The Miami Marlins offered Adam Greenberg one more chance in the major leagues on Thursday morning's edition of NBC's "Today" show. The 31-year-old quickly accepted the team's one-day contract, setting up a full-circle ending to what has been an interesting story. Greenberg is scheduled to face R.A. Dickey and the New York Mets at Marlins Park next Tuesday in the second-to-last game of the season.
You might know his story: Greenberg was only 24 years old and a new member of the Chicago Cubs when he stepped into the batter's box for his first major-league at-bat. But the moment soon soured when Marlins pitcher Valerio De Los Santos hit Greenberg in the head with his first pitch. Greenberg exited the game and ongoing concussion problems over the years put the Connecticut native in an unfortunate and select group as he struggled (and failed) to reach the majors again. Only four position players in baseball history have been hit with a pitch in their only plate appearance and Greenberg was the only one to be hit with the first ball that was thrown.
Filmmaker Matt Liston, a big Cubs fan, sought to remove Greenberg from that list when he started the One At-Bat campaign earlier this season. But despite a slick video (below), widespread national media attention and almost 25,000 signatures on an online petition, the Cubs said thanks, but no thanks.
One of the big stumbling blocks appeared to be the fact that Major League Baseball does not give out one-day contracts. That meant Greenberg — whose most recent baseball experience was playing for Team Israel's failed World Baseball Classic bid — would have to displace an actual prospect off someone's 40-man roster, something that was neither fair nor had any shot of happening.
But baseball commissioner Bud Selig has apparently given his approval to an exception for Greenberg.

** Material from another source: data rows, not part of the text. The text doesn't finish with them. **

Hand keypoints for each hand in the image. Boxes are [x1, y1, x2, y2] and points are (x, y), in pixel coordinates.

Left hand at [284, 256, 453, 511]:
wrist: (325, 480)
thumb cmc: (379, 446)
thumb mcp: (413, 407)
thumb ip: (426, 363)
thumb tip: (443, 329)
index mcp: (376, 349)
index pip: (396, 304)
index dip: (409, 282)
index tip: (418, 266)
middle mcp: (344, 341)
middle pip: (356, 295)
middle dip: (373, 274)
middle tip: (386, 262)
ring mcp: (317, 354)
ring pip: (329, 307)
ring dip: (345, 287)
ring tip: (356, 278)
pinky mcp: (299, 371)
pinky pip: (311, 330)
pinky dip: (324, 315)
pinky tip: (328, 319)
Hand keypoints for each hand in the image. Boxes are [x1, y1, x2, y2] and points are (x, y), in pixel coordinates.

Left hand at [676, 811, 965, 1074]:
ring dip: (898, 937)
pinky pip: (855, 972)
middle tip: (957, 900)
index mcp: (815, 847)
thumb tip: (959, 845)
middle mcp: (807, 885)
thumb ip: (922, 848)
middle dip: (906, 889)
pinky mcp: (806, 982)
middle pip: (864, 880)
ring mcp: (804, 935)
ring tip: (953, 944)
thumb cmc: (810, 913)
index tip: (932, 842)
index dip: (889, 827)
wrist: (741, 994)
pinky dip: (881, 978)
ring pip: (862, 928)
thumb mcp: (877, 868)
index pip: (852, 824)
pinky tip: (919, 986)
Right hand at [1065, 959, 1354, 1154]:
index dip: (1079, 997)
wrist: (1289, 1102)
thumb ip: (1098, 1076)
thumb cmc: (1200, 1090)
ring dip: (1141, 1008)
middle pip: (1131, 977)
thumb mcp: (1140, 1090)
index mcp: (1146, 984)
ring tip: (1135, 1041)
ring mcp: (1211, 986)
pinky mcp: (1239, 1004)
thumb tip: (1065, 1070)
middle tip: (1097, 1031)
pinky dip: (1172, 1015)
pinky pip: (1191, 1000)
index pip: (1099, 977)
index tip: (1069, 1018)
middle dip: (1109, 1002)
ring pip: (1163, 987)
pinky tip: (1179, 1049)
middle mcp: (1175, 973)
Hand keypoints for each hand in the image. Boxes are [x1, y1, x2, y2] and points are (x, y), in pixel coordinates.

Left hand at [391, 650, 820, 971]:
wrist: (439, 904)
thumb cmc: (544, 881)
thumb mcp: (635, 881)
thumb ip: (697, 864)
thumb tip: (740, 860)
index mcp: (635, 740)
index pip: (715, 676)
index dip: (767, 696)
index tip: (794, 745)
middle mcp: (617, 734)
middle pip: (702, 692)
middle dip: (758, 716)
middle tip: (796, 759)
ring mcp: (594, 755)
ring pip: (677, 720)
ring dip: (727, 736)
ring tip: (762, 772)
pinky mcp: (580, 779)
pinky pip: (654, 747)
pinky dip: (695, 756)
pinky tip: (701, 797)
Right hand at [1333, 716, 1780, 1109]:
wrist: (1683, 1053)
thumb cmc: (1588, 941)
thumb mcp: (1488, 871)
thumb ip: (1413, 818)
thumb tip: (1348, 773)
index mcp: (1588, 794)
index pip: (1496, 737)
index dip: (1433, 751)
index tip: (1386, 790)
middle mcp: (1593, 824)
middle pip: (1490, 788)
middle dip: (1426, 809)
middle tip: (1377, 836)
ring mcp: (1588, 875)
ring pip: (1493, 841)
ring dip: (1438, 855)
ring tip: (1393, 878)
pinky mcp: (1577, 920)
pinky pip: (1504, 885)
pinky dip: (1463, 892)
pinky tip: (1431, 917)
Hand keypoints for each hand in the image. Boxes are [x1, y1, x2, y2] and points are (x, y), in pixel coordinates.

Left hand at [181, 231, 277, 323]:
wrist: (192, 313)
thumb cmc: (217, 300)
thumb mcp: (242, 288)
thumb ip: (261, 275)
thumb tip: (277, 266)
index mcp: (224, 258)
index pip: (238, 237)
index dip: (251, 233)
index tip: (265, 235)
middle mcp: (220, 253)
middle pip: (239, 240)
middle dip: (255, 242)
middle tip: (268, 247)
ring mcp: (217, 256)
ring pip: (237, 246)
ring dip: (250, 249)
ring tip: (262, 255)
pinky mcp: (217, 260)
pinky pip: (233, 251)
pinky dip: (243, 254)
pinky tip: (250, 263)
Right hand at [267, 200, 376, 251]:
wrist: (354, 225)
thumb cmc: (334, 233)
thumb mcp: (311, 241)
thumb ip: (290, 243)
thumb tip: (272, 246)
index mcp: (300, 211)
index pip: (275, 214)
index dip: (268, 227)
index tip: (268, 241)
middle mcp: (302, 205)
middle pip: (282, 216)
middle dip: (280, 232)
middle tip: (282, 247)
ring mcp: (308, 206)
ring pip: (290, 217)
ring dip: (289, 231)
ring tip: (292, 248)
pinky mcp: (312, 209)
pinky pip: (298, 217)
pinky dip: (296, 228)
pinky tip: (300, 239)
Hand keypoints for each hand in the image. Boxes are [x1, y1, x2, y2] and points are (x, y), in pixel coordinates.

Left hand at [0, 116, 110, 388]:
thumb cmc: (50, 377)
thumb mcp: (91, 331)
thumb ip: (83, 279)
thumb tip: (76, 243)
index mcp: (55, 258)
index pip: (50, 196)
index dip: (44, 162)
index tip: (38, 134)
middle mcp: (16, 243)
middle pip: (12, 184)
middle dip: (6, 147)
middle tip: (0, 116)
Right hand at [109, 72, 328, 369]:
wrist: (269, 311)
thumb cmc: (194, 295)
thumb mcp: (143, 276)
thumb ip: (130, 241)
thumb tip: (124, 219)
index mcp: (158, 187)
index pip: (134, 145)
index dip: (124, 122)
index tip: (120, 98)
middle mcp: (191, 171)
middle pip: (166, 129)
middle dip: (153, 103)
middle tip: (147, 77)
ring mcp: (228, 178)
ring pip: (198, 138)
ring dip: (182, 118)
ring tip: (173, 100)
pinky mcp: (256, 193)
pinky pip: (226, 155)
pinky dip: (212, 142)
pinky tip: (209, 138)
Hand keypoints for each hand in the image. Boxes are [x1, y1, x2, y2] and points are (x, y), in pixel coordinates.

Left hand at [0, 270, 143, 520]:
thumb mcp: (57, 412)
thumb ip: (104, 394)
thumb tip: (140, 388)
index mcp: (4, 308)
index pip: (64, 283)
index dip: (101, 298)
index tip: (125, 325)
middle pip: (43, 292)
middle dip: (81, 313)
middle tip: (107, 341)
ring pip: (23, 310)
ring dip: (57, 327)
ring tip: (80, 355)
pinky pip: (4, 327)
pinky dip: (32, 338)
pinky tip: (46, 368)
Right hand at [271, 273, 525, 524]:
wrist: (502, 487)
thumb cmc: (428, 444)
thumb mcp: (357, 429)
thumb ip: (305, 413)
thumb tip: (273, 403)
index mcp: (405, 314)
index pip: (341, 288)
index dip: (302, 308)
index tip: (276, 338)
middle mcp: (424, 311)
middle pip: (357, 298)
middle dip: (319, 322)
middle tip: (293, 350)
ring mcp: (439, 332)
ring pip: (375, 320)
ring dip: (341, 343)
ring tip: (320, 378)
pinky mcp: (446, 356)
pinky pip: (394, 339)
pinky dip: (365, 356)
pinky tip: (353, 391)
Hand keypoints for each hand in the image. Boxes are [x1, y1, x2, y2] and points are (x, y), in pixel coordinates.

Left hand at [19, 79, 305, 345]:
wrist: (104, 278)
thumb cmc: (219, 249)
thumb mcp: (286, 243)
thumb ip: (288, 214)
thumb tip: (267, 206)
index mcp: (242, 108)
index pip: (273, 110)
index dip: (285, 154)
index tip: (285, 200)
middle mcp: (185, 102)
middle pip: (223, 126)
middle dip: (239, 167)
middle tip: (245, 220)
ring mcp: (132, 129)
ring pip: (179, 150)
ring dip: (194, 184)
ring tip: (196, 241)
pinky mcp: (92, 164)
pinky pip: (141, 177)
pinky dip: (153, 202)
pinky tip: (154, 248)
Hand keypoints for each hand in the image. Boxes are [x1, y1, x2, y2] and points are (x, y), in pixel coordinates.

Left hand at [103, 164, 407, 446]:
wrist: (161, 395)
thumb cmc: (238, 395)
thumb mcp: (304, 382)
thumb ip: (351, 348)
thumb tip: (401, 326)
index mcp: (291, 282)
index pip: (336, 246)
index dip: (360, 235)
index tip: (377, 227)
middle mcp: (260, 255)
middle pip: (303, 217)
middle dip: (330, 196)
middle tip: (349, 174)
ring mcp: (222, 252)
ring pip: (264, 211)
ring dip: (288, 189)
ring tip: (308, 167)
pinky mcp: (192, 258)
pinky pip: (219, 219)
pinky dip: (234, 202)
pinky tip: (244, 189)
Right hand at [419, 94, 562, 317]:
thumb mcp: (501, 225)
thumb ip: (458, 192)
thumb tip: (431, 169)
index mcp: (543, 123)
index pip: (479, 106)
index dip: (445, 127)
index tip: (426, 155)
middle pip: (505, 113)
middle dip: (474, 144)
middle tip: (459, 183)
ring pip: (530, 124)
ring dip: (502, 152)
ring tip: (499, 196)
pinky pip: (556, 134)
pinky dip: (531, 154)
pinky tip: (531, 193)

And so the outfielder will get his one chance to record an official at-bat in the same city where his big-league dreams effectively died, playing for the same team that they ended against. It's kind of appropriate, in a way.
I'm sure there's going to be plenty of people crying about the decision, saying that it will affect the integrity of the game or that they never received a big-league at-bat. Others will cast a suspicious glance at the dream granters and assume this is just one more way for Marlins owner Jeffrey Loria and team president David Samson to wring out some good PR for themselves before their train wreck of a season ends.
But while all those objections have some validity to them, I choose to focus on the fact that it's going to occur in a game that has no impact on the postseason race and would have attracted zero attention had the Marlins not decided to give Greenberg one last chance. I'm in the non-cynical camp that believe Greenberg deserves it after putting in all those long years on minor-league buses after receiving one of the rawest deals in recent memory.